### Records supplied
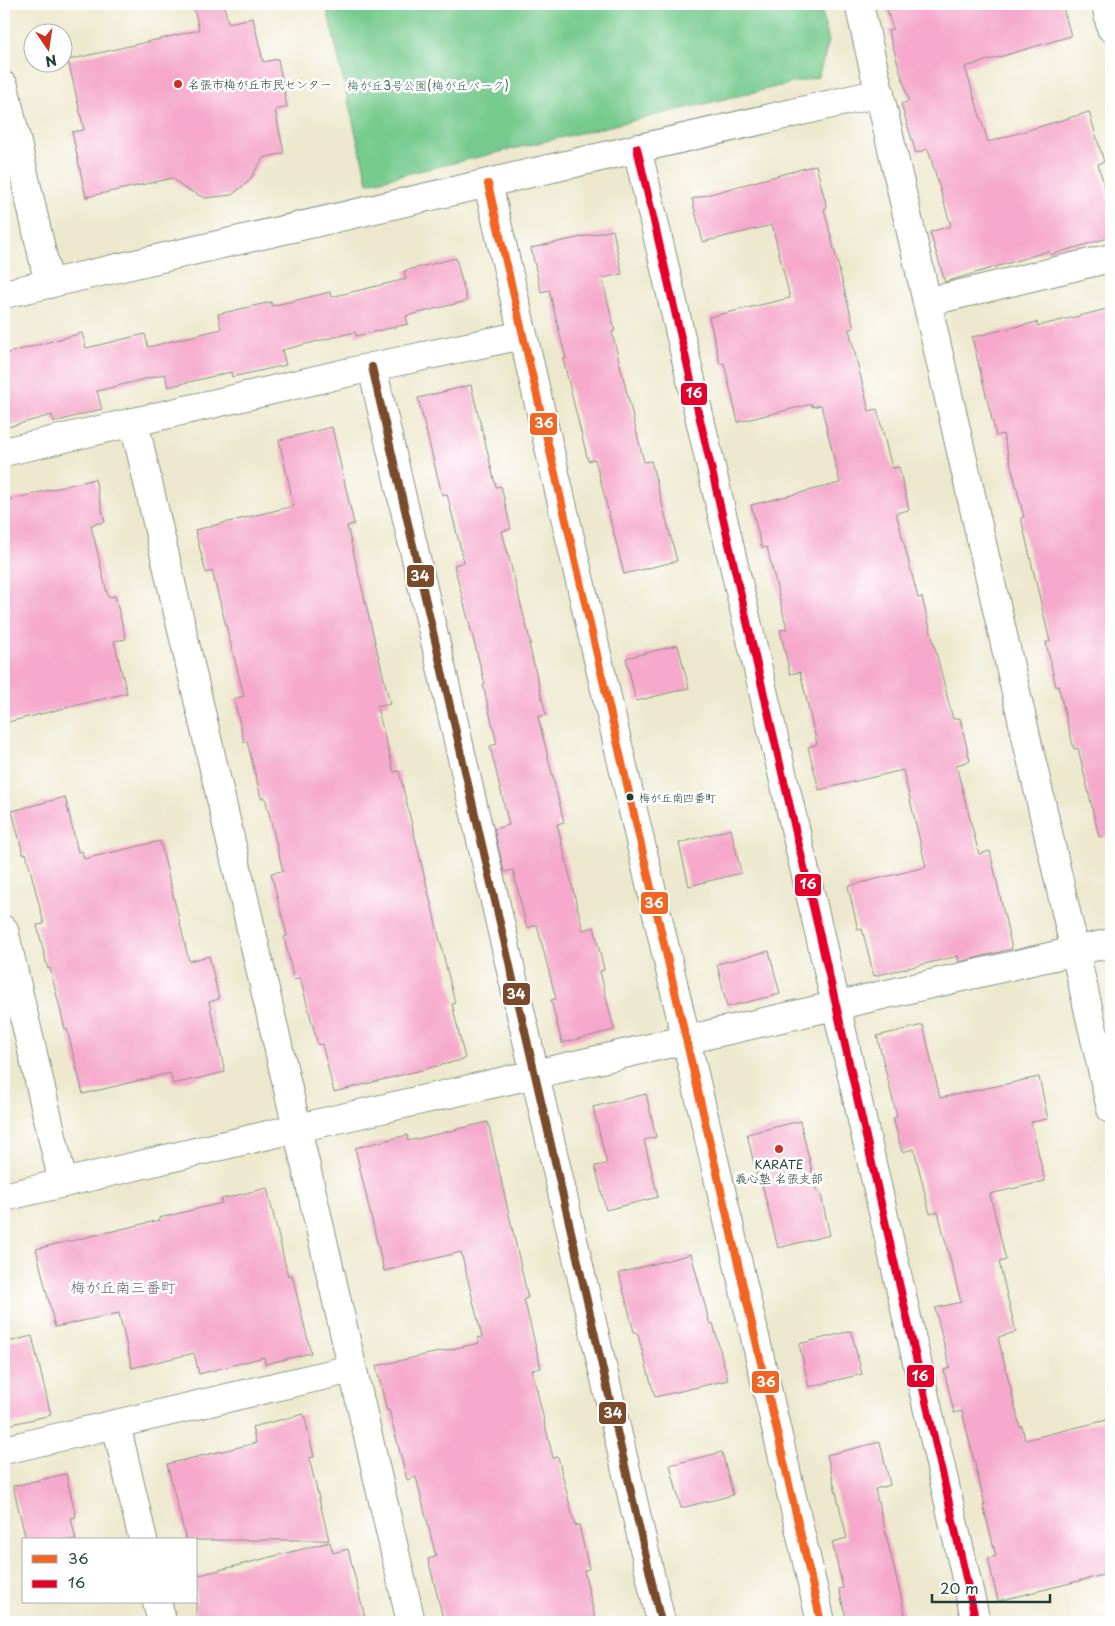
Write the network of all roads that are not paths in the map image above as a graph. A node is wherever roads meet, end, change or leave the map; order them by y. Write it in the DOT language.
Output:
graph roads {
  1 [pos="859,4"];
  2 [pos="1106,4"];
  3 [pos="1111,28"];
  4 [pos="4,86"];
  5 [pos="880,93"];
  6 [pos="10,139"];
  7 [pos="637,148"];
  8 [pos="488,184"];
  9 [pos="1111,258"];
  10 [pos="49,284"];
  11 [pos="4,294"];
  12 [pos="927,302"];
  13 [pos="523,334"];
  14 [pos="372,367"];
  15 [pos="134,422"];
  16 [pos="4,452"];
  17 [pos="4,930"];
  18 [pos="1111,943"];
  19 [pos="1074,952"];
  20 [pos="836,1005"];
  21 [pos="685,1040"];
  22 [pos="534,1075"];
  23 [pos="1111,1109"];
  24 [pos="298,1128"];
  25 [pos="62,1183"];
  26 [pos="4,1197"];
  27 [pos="352,1369"];
  28 [pos="116,1424"];
  29 [pos="4,1450"];
  30 [pos="143,1538"];
  31 [pos="158,1604"];
  32 [pos="162,1622"];
  33 [pos="411,1622"];
  34 [pos="661,1622"];
  35 [pos="821,1622"];
  36 [pos="976,1622"];
  1 -- 5 [label="street"];
  2 -- 3 [label="street"];
  4 -- 6 [label="street"];
  5 -- 7 [label="street"];
  5 -- 12 [label="street"];
  6 -- 10 [label="street"];
  7 -- 8 [label="street"];
  7 -- 20 [label="street"];
  8 -- 10 [label="street"];
  8 -- 13 [label="street"];
  9 -- 12 [label="street"];
  10 -- 11 [label="street"];
  12 -- 19 [label="street"];
  13 -- 14 [label="street"];
  13 -- 21 [label="street"];
  14 -- 15 [label="street"];
  14 -- 22 [label="street"];
  15 -- 16 [label="street"];
  15 -- 24 [label="street"];
  17 -- 25 [label="street"];
  18 -- 19 [label="street"];
  19 -- 20 [label="street"];
  19 -- 23 [label="street"];
  20 -- 21 [label="street"];
  20 -- 36 [label="street"];
  21 -- 22 [label="street"];
  21 -- 35 [label="street"];
  22 -- 24 [label="street"];
  22 -- 34 [label="street"];
  24 -- 25 [label="street"];
  24 -- 27 [label="street"];
  25 -- 26 [label="street"];
  27 -- 28 [label="street"];
  27 -- 33 [label="street"];
  28 -- 29 [label="street"];
  28 -- 30 [label="street"];
  31 -- 32 [label="street"];
}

### Directions
In the entries above, locate every line with the word "roads" and copy it.

### Answer for the task
Write the network of all roads that are not paths in the map image above as a graph. A node is wherever roads meet, end, change or leave the map; order them by y. Write it in the DOT language.
graph roads {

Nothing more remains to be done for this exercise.